Listed records>
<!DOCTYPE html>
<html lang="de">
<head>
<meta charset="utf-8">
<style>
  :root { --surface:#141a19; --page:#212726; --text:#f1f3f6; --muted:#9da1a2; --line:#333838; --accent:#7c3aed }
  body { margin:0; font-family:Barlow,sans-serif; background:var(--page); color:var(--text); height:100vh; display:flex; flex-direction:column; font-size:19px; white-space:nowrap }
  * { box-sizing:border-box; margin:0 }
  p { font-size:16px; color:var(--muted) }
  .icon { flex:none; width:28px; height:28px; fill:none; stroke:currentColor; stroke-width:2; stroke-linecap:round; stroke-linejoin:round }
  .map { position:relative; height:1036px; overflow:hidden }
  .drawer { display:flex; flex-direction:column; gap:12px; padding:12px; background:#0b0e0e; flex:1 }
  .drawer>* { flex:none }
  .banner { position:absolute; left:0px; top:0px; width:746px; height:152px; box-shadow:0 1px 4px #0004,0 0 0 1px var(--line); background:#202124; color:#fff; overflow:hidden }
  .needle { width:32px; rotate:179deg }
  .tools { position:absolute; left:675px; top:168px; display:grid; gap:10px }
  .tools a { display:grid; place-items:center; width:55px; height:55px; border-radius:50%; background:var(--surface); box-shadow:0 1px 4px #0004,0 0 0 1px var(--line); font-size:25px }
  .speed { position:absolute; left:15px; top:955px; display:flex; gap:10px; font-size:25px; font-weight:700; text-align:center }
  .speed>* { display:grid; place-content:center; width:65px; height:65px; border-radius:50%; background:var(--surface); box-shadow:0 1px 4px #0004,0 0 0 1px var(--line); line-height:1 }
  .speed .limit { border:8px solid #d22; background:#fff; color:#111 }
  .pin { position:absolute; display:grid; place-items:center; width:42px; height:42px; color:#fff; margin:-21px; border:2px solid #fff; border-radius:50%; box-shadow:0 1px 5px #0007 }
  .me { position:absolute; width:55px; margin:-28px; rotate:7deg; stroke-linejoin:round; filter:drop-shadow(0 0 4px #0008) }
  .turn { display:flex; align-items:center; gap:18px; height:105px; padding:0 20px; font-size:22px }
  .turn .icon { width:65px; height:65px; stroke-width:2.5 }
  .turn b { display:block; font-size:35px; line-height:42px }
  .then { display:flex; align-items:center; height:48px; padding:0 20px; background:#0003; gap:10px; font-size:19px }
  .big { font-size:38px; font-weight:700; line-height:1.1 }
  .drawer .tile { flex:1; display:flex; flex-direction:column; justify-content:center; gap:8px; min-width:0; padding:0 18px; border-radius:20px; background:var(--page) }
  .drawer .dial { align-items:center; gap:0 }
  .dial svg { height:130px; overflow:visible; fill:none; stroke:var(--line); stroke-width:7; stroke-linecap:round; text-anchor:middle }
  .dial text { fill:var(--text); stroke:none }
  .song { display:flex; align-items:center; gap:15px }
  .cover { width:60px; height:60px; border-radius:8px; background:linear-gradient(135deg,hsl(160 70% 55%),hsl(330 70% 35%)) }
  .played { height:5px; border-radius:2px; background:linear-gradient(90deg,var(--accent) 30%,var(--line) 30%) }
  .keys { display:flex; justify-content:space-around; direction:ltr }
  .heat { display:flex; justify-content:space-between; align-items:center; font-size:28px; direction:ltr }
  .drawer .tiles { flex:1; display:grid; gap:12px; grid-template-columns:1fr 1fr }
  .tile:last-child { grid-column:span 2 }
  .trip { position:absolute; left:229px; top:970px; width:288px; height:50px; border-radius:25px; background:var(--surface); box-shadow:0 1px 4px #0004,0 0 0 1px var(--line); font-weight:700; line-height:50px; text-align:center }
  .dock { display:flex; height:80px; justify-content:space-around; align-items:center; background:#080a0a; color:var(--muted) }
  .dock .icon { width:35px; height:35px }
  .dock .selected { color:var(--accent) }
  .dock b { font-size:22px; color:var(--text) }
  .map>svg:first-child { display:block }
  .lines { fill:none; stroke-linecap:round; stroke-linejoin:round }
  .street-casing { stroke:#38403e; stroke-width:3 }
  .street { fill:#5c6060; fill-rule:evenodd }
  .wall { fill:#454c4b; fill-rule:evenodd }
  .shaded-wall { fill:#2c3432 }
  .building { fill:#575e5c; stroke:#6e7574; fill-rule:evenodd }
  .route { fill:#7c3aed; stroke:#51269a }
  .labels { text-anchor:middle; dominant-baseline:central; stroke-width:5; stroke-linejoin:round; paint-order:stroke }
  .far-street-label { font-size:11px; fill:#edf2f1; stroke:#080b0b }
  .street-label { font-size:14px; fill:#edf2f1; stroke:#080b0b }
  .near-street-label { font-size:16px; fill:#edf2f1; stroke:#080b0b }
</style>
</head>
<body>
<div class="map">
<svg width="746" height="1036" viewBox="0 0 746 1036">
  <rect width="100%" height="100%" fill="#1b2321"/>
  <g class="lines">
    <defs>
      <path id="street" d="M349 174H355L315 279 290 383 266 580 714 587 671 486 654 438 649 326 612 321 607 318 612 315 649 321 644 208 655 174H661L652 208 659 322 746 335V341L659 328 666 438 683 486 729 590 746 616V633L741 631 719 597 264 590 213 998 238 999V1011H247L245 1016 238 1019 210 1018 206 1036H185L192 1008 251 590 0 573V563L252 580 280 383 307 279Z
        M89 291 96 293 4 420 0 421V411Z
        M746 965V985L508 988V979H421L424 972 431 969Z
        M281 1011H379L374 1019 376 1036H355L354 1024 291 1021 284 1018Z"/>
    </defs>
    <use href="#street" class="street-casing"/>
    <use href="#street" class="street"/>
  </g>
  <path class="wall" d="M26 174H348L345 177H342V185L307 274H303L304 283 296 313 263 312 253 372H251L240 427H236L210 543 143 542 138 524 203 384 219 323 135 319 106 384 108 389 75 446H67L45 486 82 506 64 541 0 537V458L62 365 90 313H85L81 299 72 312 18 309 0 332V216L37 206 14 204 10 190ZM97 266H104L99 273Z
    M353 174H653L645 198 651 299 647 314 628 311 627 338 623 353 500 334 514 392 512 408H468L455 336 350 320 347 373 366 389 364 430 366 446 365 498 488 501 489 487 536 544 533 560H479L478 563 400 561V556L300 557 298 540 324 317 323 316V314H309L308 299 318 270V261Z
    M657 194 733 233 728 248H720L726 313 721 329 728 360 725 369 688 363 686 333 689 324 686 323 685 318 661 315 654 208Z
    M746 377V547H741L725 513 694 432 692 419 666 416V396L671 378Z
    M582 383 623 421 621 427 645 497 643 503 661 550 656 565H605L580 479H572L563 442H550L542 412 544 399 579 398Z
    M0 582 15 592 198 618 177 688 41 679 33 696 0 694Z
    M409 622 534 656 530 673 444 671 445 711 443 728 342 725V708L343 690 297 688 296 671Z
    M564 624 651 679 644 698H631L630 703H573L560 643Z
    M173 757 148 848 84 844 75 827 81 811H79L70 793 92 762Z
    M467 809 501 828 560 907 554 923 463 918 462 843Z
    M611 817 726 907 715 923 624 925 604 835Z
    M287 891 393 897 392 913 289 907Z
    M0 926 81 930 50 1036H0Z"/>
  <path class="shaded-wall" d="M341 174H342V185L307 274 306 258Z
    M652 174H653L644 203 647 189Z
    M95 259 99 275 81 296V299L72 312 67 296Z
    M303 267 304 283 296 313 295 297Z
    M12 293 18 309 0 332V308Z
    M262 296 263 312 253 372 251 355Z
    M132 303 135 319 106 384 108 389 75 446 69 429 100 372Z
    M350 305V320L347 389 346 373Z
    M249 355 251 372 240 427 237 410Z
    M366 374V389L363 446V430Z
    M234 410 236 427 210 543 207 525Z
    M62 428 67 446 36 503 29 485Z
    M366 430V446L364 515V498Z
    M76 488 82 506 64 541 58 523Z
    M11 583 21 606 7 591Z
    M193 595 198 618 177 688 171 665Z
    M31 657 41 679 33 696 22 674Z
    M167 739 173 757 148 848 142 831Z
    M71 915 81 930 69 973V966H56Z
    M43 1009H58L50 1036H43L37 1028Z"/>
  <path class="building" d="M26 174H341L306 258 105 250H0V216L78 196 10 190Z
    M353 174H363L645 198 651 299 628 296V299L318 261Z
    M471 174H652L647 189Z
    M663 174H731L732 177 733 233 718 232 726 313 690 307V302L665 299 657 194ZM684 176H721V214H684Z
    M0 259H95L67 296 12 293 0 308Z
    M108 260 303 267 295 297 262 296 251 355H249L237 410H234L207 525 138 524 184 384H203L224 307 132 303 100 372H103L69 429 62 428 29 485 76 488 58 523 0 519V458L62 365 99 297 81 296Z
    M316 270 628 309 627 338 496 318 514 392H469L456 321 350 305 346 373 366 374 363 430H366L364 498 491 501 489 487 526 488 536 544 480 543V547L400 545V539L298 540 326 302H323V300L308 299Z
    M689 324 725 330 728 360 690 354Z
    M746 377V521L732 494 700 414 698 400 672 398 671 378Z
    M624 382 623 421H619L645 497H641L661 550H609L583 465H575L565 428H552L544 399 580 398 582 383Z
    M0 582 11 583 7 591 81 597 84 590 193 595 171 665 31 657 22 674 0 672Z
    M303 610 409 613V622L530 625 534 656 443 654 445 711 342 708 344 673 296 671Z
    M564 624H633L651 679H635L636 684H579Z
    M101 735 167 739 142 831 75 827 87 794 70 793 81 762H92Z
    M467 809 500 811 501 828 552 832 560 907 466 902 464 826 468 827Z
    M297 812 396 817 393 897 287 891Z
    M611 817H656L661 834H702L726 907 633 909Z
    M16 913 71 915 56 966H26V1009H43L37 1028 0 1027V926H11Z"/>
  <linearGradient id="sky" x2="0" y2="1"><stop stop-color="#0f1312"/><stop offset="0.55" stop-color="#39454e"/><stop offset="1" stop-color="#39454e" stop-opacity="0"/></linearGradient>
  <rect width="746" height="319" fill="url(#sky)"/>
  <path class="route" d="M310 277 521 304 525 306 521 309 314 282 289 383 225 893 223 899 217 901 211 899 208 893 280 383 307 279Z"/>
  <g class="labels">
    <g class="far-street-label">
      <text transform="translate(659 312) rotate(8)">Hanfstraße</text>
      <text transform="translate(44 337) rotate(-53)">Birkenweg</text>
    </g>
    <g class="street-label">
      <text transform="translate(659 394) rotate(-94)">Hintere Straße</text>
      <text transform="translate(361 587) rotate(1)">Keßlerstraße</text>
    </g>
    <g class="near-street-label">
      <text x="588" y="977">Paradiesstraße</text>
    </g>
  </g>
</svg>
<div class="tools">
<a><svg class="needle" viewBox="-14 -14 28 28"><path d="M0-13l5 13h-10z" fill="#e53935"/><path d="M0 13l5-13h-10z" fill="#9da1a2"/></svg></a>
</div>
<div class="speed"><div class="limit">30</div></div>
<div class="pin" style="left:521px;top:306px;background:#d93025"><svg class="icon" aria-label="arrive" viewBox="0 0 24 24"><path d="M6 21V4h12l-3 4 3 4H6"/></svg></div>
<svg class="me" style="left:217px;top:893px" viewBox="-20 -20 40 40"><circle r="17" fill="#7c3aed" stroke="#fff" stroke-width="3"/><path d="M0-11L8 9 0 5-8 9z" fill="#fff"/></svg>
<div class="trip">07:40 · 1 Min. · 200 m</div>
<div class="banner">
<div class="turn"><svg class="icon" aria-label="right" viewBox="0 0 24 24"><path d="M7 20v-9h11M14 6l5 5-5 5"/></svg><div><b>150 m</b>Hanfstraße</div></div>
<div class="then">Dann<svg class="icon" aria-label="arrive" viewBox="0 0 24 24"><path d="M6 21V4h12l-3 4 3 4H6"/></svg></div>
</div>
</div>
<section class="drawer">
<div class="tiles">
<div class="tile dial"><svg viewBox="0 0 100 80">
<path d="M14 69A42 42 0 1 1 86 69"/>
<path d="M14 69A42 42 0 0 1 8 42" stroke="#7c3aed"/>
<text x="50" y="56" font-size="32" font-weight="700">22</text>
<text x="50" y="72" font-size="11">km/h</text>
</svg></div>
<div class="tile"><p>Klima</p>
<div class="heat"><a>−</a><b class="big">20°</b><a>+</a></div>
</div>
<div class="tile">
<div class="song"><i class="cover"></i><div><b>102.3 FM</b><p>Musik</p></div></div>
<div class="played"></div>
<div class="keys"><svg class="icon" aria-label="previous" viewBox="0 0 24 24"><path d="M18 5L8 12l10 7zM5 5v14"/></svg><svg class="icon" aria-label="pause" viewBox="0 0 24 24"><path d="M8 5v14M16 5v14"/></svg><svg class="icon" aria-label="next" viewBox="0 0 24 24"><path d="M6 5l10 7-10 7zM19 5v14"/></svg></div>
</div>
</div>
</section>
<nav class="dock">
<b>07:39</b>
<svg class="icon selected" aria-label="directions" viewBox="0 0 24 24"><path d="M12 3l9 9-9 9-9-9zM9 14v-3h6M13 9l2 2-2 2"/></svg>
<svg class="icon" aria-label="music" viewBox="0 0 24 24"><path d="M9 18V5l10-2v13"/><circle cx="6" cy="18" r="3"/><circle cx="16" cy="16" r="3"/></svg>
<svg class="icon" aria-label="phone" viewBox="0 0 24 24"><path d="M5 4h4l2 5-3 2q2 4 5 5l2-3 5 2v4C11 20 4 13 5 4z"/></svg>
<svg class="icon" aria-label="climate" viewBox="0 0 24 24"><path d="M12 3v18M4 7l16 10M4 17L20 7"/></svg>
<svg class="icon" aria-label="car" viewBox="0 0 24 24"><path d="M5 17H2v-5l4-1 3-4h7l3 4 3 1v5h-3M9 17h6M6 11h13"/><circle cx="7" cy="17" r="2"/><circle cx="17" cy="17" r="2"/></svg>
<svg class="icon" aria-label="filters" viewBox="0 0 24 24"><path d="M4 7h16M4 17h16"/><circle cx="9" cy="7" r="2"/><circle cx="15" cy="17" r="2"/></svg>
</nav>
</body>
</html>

Assigned task>
From the listing above, output exactly the run of lines that starts with the line containing "69A42 42 0 1" and ends with the line containing "4h4l2 5-3 2q2".

Exercise answer>
<path d="M14 69A42 42 0 1 1 86 69"/>
<path d="M14 69A42 42 0 0 1 8 42" stroke="#7c3aed"/>
<text x="50" y="56" font-size="32" font-weight="700">22</text>
<text x="50" y="72" font-size="11">km/h</text>
</svg></div>
<div class="tile"><p>Klima</p>
<div class="heat"><a>−</a><b class="big">20°</b><a>+</a></div>
</div>
<div class="tile">
<div class="song"><i class="cover"></i><div><b>102.3 FM</b><p>Musik</p></div></div>
<div class="played"></div>
<div class="keys"><svg class="icon" aria-label="previous" viewBox="0 0 24 24"><path d="M18 5L8 12l10 7zM5 5v14"/></svg><svg class="icon" aria-label="pause" viewBox="0 0 24 24"><path d="M8 5v14M16 5v14"/></svg><svg class="icon" aria-label="next" viewBox="0 0 24 24"><path d="M6 5l10 7-10 7zM19 5v14"/></svg></div>
</div>
</div>
</section>
<nav class="dock">
<b>07:39</b>
<svg class="icon selected" aria-label="directions" viewBox="0 0 24 24"><path d="M12 3l9 9-9 9-9-9zM9 14v-3h6M13 9l2 2-2 2"/></svg>
<svg class="icon" aria-label="music" viewBox="0 0 24 24"><path d="M9 18V5l10-2v13"/><circle cx="6" cy="18" r="3"/><circle cx="16" cy="16" r="3"/></svg>
<svg class="icon" aria-label="phone" viewBox="0 0 24 24"><path d="M5 4h4l2 5-3 2q2 4 5 5l2-3 5 2v4C11 20 4 13 5 4z"/></svg>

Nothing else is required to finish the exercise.